The entries below are to be retyped exactly. Preserve every word.

Segment Start: Information shown

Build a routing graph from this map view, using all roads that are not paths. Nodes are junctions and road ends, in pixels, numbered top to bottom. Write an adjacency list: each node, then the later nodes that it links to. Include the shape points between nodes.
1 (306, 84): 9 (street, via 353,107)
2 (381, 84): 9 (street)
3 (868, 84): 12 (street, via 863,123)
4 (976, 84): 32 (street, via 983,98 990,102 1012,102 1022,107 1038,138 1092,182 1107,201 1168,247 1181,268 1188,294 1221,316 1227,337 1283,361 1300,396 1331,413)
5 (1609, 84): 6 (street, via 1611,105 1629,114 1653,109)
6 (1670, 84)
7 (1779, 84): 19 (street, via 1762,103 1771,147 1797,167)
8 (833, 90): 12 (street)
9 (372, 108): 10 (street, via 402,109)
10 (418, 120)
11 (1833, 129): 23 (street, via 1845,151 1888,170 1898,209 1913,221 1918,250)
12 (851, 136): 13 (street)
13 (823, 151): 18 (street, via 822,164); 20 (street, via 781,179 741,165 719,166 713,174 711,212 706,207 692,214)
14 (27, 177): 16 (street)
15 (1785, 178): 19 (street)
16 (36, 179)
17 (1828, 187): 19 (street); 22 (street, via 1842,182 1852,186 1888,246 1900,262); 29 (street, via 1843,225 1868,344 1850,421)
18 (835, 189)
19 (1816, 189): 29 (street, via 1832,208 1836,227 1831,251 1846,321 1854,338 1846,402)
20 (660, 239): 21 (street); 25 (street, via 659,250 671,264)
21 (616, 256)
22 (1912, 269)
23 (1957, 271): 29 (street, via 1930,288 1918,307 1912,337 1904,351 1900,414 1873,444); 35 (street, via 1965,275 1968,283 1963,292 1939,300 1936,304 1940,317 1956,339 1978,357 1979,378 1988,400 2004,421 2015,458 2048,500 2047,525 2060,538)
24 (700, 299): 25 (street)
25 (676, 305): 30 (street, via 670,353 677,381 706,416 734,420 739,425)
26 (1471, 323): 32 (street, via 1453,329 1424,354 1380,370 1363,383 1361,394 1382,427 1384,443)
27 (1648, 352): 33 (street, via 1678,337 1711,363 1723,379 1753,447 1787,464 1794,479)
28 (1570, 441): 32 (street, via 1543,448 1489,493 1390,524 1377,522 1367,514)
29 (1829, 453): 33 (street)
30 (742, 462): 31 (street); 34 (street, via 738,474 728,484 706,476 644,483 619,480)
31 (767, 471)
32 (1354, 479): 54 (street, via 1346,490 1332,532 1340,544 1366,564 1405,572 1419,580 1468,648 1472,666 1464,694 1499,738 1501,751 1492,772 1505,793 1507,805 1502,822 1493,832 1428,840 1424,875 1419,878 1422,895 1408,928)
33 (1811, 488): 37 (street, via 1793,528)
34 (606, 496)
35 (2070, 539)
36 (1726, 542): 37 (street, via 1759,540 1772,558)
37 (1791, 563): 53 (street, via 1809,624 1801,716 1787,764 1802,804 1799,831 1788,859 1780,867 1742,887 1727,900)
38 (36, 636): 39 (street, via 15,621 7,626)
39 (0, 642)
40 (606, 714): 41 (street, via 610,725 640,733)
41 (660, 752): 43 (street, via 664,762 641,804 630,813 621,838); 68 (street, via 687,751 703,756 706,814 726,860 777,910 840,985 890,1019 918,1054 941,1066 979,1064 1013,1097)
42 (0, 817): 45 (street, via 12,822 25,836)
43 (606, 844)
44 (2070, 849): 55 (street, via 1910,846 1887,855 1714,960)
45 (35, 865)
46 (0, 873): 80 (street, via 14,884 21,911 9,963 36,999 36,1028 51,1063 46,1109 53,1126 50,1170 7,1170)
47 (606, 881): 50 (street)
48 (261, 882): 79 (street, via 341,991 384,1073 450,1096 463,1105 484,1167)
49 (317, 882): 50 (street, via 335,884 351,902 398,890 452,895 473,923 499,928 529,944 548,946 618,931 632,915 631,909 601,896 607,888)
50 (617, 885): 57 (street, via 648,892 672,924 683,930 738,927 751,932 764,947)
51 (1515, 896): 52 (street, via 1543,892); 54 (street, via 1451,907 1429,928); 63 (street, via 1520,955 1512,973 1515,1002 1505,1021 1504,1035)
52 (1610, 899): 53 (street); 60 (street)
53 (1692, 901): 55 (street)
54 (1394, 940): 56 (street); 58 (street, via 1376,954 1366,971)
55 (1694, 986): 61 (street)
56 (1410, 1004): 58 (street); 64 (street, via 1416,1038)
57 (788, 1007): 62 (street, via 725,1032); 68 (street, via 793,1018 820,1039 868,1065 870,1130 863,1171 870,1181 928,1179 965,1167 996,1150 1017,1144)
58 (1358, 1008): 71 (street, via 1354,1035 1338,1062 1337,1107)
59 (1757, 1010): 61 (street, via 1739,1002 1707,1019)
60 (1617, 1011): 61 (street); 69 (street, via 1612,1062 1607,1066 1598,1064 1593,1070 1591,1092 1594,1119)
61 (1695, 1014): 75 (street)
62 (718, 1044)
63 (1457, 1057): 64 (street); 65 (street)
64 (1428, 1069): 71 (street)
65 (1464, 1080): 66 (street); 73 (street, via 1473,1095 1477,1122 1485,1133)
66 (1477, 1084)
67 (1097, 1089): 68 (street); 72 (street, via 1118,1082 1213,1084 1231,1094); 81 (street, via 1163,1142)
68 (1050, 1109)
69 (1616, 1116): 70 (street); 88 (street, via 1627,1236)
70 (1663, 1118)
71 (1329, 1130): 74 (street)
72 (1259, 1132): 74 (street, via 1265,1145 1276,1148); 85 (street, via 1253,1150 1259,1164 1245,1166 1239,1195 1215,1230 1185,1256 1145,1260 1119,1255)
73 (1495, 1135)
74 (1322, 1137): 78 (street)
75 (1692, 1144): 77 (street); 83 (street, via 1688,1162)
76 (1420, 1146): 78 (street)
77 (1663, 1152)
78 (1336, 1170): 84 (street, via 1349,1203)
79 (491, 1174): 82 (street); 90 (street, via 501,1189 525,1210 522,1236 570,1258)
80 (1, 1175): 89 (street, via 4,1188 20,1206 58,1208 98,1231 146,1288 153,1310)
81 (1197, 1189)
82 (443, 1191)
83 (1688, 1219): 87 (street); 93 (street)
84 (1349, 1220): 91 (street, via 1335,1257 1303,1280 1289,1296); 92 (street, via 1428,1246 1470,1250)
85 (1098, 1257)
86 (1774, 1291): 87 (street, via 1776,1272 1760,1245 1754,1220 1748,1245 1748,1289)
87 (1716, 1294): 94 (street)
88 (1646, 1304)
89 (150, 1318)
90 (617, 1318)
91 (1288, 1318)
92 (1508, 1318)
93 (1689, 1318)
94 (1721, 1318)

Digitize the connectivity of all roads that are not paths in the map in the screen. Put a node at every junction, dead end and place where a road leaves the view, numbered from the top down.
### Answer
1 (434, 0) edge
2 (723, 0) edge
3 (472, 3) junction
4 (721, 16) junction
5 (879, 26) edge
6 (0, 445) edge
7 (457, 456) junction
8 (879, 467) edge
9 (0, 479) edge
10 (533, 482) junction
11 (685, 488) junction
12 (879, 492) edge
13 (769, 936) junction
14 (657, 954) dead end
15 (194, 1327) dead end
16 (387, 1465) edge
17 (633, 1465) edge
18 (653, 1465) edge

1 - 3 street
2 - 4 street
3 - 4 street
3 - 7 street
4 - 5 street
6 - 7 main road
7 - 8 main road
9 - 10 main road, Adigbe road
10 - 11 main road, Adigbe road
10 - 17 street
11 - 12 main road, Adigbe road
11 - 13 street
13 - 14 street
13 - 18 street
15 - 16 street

Segment End: Information shown

» **Result for this task**
Build a routing graph from this map view, using all roads that are not paths. Nodes are junctions and road ends, in pixels, numbered top to bottom. Write an adjacency list: each node, then the later nodes that it links to. Include the shape points between nodes.
1 (306, 84): 9 (street, via 353,107)
2 (381, 84): 9 (street)
3 (868, 84): 12 (street, via 863,123)
4 (976, 84): 32 (street, via 983,98 990,102 1012,102 1022,107 1038,138 1092,182 1107,201 1168,247 1181,268 1188,294 1221,316 1227,337 1283,361 1300,396 1331,413)
5 (1609, 84): 6 (street, via 1611,105 1629,114 1653,109)
6 (1670, 84)
7 (1779, 84): 19 (street, via 1762,103 1771,147 1797,167)
8 (833, 90): 12 (street)
9 (372, 108): 10 (street, via 402,109)
10 (418, 120)
11 (1833, 129): 23 (street, via 1845,151 1888,170 1898,209 1913,221 1918,250)
12 (851, 136): 13 (street)
13 (823, 151): 18 (street, via 822,164); 20 (street, via 781,179 741,165 719,166 713,174 711,212 706,207 692,214)
14 (27, 177): 16 (street)
15 (1785, 178): 19 (street)
16 (36, 179)
17 (1828, 187): 19 (street); 22 (street, via 1842,182 1852,186 1888,246 1900,262); 29 (street, via 1843,225 1868,344 1850,421)
18 (835, 189)
19 (1816, 189): 29 (street, via 1832,208 1836,227 1831,251 1846,321 1854,338 1846,402)
20 (660, 239): 21 (street); 25 (street, via 659,250 671,264)
21 (616, 256)
22 (1912, 269)
23 (1957, 271): 29 (street, via 1930,288 1918,307 1912,337 1904,351 1900,414 1873,444); 35 (street, via 1965,275 1968,283 1963,292 1939,300 1936,304 1940,317 1956,339 1978,357 1979,378 1988,400 2004,421 2015,458 2048,500 2047,525 2060,538)
24 (700, 299): 25 (street)
25 (676, 305): 30 (street, via 670,353 677,381 706,416 734,420 739,425)
26 (1471, 323): 32 (street, via 1453,329 1424,354 1380,370 1363,383 1361,394 1382,427 1384,443)
27 (1648, 352): 33 (street, via 1678,337 1711,363 1723,379 1753,447 1787,464 1794,479)
28 (1570, 441): 32 (street, via 1543,448 1489,493 1390,524 1377,522 1367,514)
29 (1829, 453): 33 (street)
30 (742, 462): 31 (street); 34 (street, via 738,474 728,484 706,476 644,483 619,480)
31 (767, 471)
32 (1354, 479): 54 (street, via 1346,490 1332,532 1340,544 1366,564 1405,572 1419,580 1468,648 1472,666 1464,694 1499,738 1501,751 1492,772 1505,793 1507,805 1502,822 1493,832 1428,840 1424,875 1419,878 1422,895 1408,928)
33 (1811, 488): 37 (street, via 1793,528)
34 (606, 496)
35 (2070, 539)
36 (1726, 542): 37 (street, via 1759,540 1772,558)
37 (1791, 563): 53 (street, via 1809,624 1801,716 1787,764 1802,804 1799,831 1788,859 1780,867 1742,887 1727,900)
38 (36, 636): 39 (street, via 15,621 7,626)
39 (0, 642)
40 (606, 714): 41 (street, via 610,725 640,733)
41 (660, 752): 43 (street, via 664,762 641,804 630,813 621,838); 68 (street, via 687,751 703,756 706,814 726,860 777,910 840,985 890,1019 918,1054 941,1066 979,1064 1013,1097)
42 (0, 817): 45 (street, via 12,822 25,836)
43 (606, 844)
44 (2070, 849): 55 (street, via 1910,846 1887,855 1714,960)
45 (35, 865)
46 (0, 873): 80 (street, via 14,884 21,911 9,963 36,999 36,1028 51,1063 46,1109 53,1126 50,1170 7,1170)
47 (606, 881): 50 (street)
48 (261, 882): 79 (street, via 341,991 384,1073 450,1096 463,1105 484,1167)
49 (317, 882): 50 (street, via 335,884 351,902 398,890 452,895 473,923 499,928 529,944 548,946 618,931 632,915 631,909 601,896 607,888)
50 (617, 885): 57 (street, via 648,892 672,924 683,930 738,927 751,932 764,947)
51 (1515, 896): 52 (street, via 1543,892); 54 (street, via 1451,907 1429,928); 63 (street, via 1520,955 1512,973 1515,1002 1505,1021 1504,1035)
52 (1610, 899): 53 (street); 60 (street)
53 (1692, 901): 55 (street)
54 (1394, 940): 56 (street); 58 (street, via 1376,954 1366,971)
55 (1694, 986): 61 (street)
56 (1410, 1004): 58 (street); 64 (street, via 1416,1038)
57 (788, 1007): 62 (street, via 725,1032); 68 (street, via 793,1018 820,1039 868,1065 870,1130 863,1171 870,1181 928,1179 965,1167 996,1150 1017,1144)
58 (1358, 1008): 71 (street, via 1354,1035 1338,1062 1337,1107)
59 (1757, 1010): 61 (street, via 1739,1002 1707,1019)
60 (1617, 1011): 61 (street); 69 (street, via 1612,1062 1607,1066 1598,1064 1593,1070 1591,1092 1594,1119)
61 (1695, 1014): 75 (street)
62 (718, 1044)
63 (1457, 1057): 64 (street); 65 (street)
64 (1428, 1069): 71 (street)
65 (1464, 1080): 66 (street); 73 (street, via 1473,1095 1477,1122 1485,1133)
66 (1477, 1084)
67 (1097, 1089): 68 (street); 72 (street, via 1118,1082 1213,1084 1231,1094); 81 (street, via 1163,1142)
68 (1050, 1109)
69 (1616, 1116): 70 (street); 88 (street, via 1627,1236)
70 (1663, 1118)
71 (1329, 1130): 74 (street)
72 (1259, 1132): 74 (street, via 1265,1145 1276,1148); 85 (street, via 1253,1150 1259,1164 1245,1166 1239,1195 1215,1230 1185,1256 1145,1260 1119,1255)
73 (1495, 1135)
74 (1322, 1137): 78 (street)
75 (1692, 1144): 77 (street); 83 (street, via 1688,1162)
76 (1420, 1146): 78 (street)
77 (1663, 1152)
78 (1336, 1170): 84 (street, via 1349,1203)
79 (491, 1174): 82 (street); 90 (street, via 501,1189 525,1210 522,1236 570,1258)
80 (1, 1175): 89 (street, via 4,1188 20,1206 58,1208 98,1231 146,1288 153,1310)
81 (1197, 1189)
82 (443, 1191)
83 (1688, 1219): 87 (street); 93 (street)
84 (1349, 1220): 91 (street, via 1335,1257 1303,1280 1289,1296); 92 (street, via 1428,1246 1470,1250)
85 (1098, 1257)
86 (1774, 1291): 87 (street, via 1776,1272 1760,1245 1754,1220 1748,1245 1748,1289)
87 (1716, 1294): 94 (street)
88 (1646, 1304)
89 (150, 1318)
90 (617, 1318)
91 (1288, 1318)
92 (1508, 1318)
93 (1689, 1318)
94 (1721, 1318)

Digitize the connectivity of all roads that are not paths in the map in the screen. Put a node at every junction, dead end and place where a road leaves the view, numbered from the top down.
### Answer
1 (434, 0) edge
2 (723, 0) edge
3 (472, 3) junction
4 (721, 16) junction
5 (879, 26) edge
6 (0, 445) edge
7 (457, 456) junction
8 (879, 467) edge
9 (0, 479) edge
10 (533, 482) junction
11 (685, 488) junction
12 (879, 492) edge
13 (769, 936) junction
14 (657, 954) dead end
15 (194, 1327) dead end
16 (387, 1465) edge
17 (633, 1465) edge
18 (653, 1465) edge

1 - 3 street
2 - 4 street
3 - 4 street
3 - 7 street
4 - 5 street
6 - 7 main road
7 - 8 main road
9 - 10 main road, Adigbe road
10 - 11 main road, Adigbe road
10 - 17 street
11 - 12 main road, Adigbe road
11 - 13 street
13 - 14 street
13 - 18 street
15 - 16 street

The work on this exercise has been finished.